* _Activity_: Every record should be written out exactly, with the pictures left out.

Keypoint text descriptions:
= Beginning of Section =

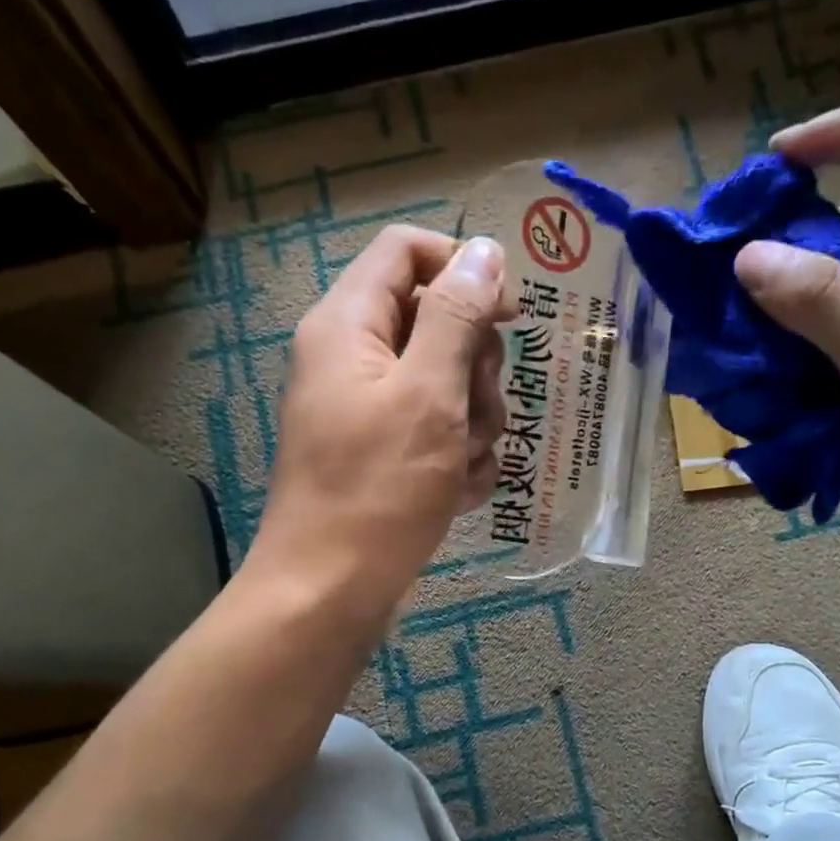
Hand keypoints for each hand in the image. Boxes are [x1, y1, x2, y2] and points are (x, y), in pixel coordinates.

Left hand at [250, 227, 508, 617]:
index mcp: (349, 323)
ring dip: (475, 421)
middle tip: (476, 411)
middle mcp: (354, 356)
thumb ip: (457, 315)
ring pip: (448, 382)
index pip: (408, 250)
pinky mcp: (385, 452)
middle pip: (436, 319)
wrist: (332, 590)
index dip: (463, 270)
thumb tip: (485, 251)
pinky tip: (458, 492)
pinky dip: (458, 458)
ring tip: (464, 464)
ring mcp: (370, 408)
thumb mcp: (429, 393)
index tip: (508, 316)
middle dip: (475, 367)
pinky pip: (439, 431)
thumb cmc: (379, 488)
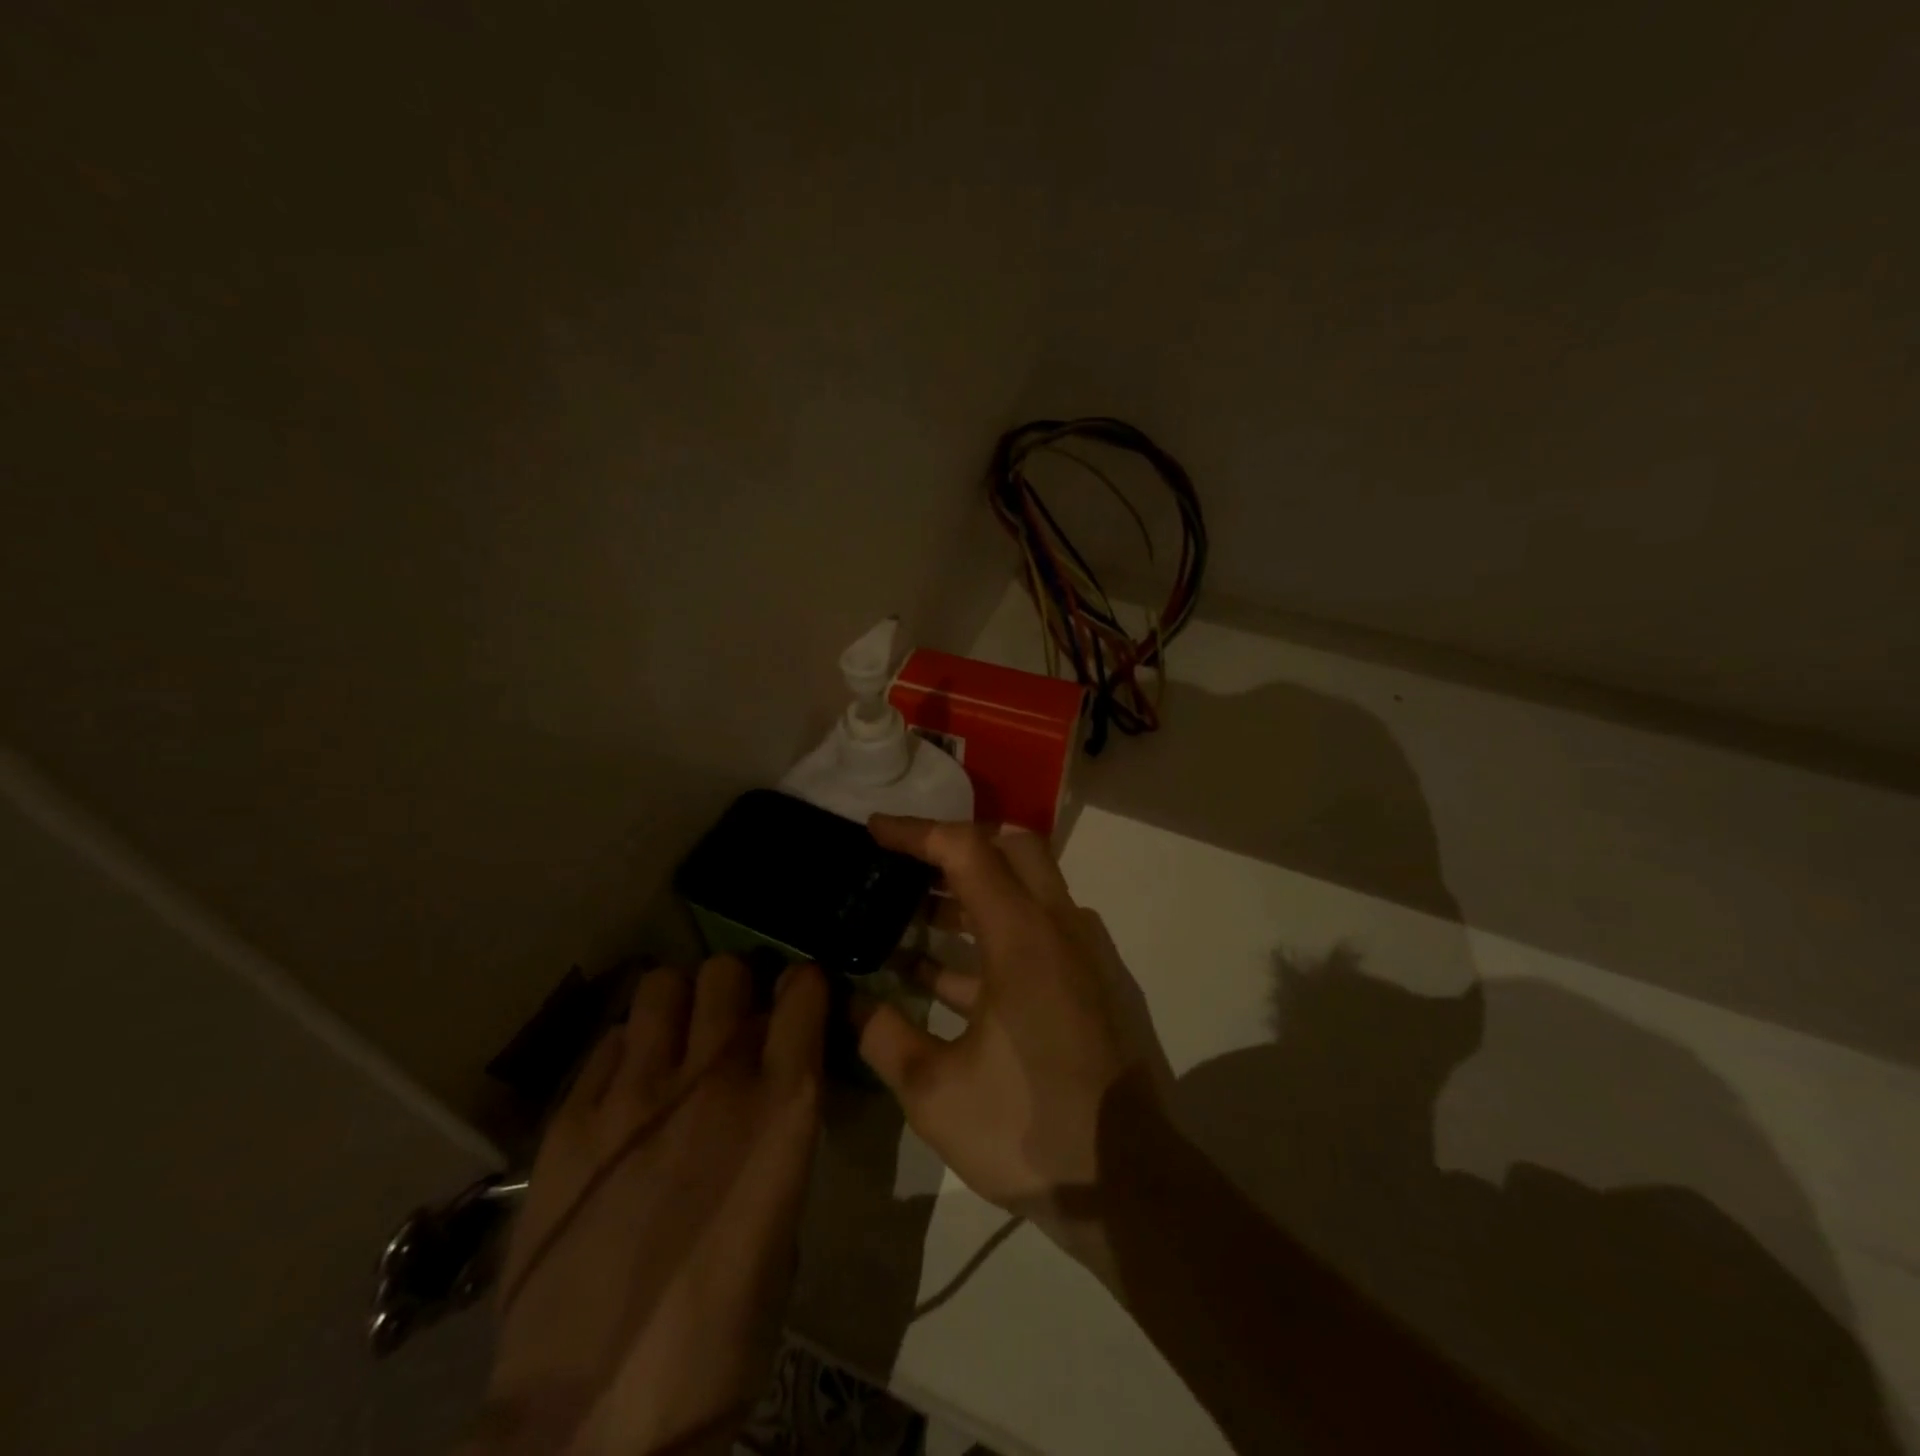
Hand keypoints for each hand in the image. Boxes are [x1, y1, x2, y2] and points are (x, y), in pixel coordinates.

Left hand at [482, 956, 826, 1455]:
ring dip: (677, 1006)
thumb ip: (779, 1132)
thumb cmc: (719, 1333)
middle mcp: (715, 1076)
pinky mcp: (572, 1118)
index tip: (797, 1005)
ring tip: (673, 1042)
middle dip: (735, 989)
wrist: (596, 1415)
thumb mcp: (783, 1218)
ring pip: (662, 985)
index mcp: (782, 1103)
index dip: (803, 987)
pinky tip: (624, 1092)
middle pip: (727, 969)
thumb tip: (769, 1091)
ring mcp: (636, 1091)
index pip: (804, 989)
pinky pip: (609, 1041)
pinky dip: (625, 1051)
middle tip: (729, 1024)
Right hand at [855, 816, 1171, 1243]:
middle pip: (1011, 849)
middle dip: (955, 846)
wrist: (1126, 1183)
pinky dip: (986, 939)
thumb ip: (885, 1037)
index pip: (966, 849)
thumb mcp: (935, 1091)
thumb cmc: (1029, 1126)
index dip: (916, 832)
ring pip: (1023, 892)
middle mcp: (1057, 928)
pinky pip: (1031, 937)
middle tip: (905, 864)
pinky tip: (939, 975)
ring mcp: (1077, 957)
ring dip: (968, 895)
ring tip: (909, 916)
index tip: (873, 831)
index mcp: (1022, 935)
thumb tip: (853, 1004)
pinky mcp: (1083, 987)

= End of Section =

* _Reply to the task_:
Hand keypoints for each hand in the image. Boxes are [x1, y1, x2, y2] and points are (x, y), in pixel coordinates.

Left hand at [250, 227, 508, 617]:
index mcp: (349, 323)
ring dip: (475, 421)
middle tip: (476, 411)
middle mcp: (354, 356)
thumb ip: (457, 315)
ring pip: (448, 382)
index pip: (408, 250)
pinky mcp: (385, 452)
middle pip: (436, 319)
wrist: (332, 590)
index dip: (463, 270)
thumb tip: (485, 251)
pinky tip: (458, 492)
pinky dip: (458, 458)
ring tip: (464, 464)
ring mcp: (370, 408)
thumb mcp: (429, 393)
index tip: (508, 316)
middle dip: (475, 367)
pinky pip: (439, 431)
thumb cmc: (379, 488)
Hand keypoints for each hand in the image. Boxes are [x1, y1, x2, y2] and points are (x, y), in pixel coordinates.

Left hand at [482, 956, 826, 1455]:
ring dip: (677, 1006)
thumb ip: (779, 1132)
thumb cmc: (719, 1333)
middle mcp: (715, 1076)
pinky mcp: (572, 1118)
index tip: (797, 1005)
ring tip: (673, 1042)
middle dip: (735, 989)
wrist: (596, 1415)
thumb mcp: (783, 1218)
ring pip: (662, 985)
index mcp: (782, 1103)
index dip: (803, 987)
pinky tip: (624, 1092)
middle pip: (727, 969)
thumb tip: (769, 1091)
ring mcp: (636, 1091)
index pip: (804, 989)
pinky pip: (609, 1041)
pinky dip: (625, 1051)
middle tip: (729, 1024)
Right hand at [855, 816, 1171, 1243]:
middle pip: (1011, 849)
middle dip: (955, 846)
wrist: (1126, 1183)
pinky dip: (986, 939)
thumb ip: (885, 1037)
index pip: (966, 849)
thumb mcp: (935, 1091)
thumb cmc: (1029, 1126)
index dip: (916, 832)
ring pip: (1023, 892)
middle mcp: (1057, 928)
pinky pip: (1031, 937)
middle tip: (905, 864)
pinky tip: (939, 975)
ring mcp: (1077, 957)
ring dip: (968, 895)
ring tip: (909, 916)
index tip: (873, 831)
index mcp: (1022, 935)
thumb tip: (853, 1004)
pinky mcp: (1083, 987)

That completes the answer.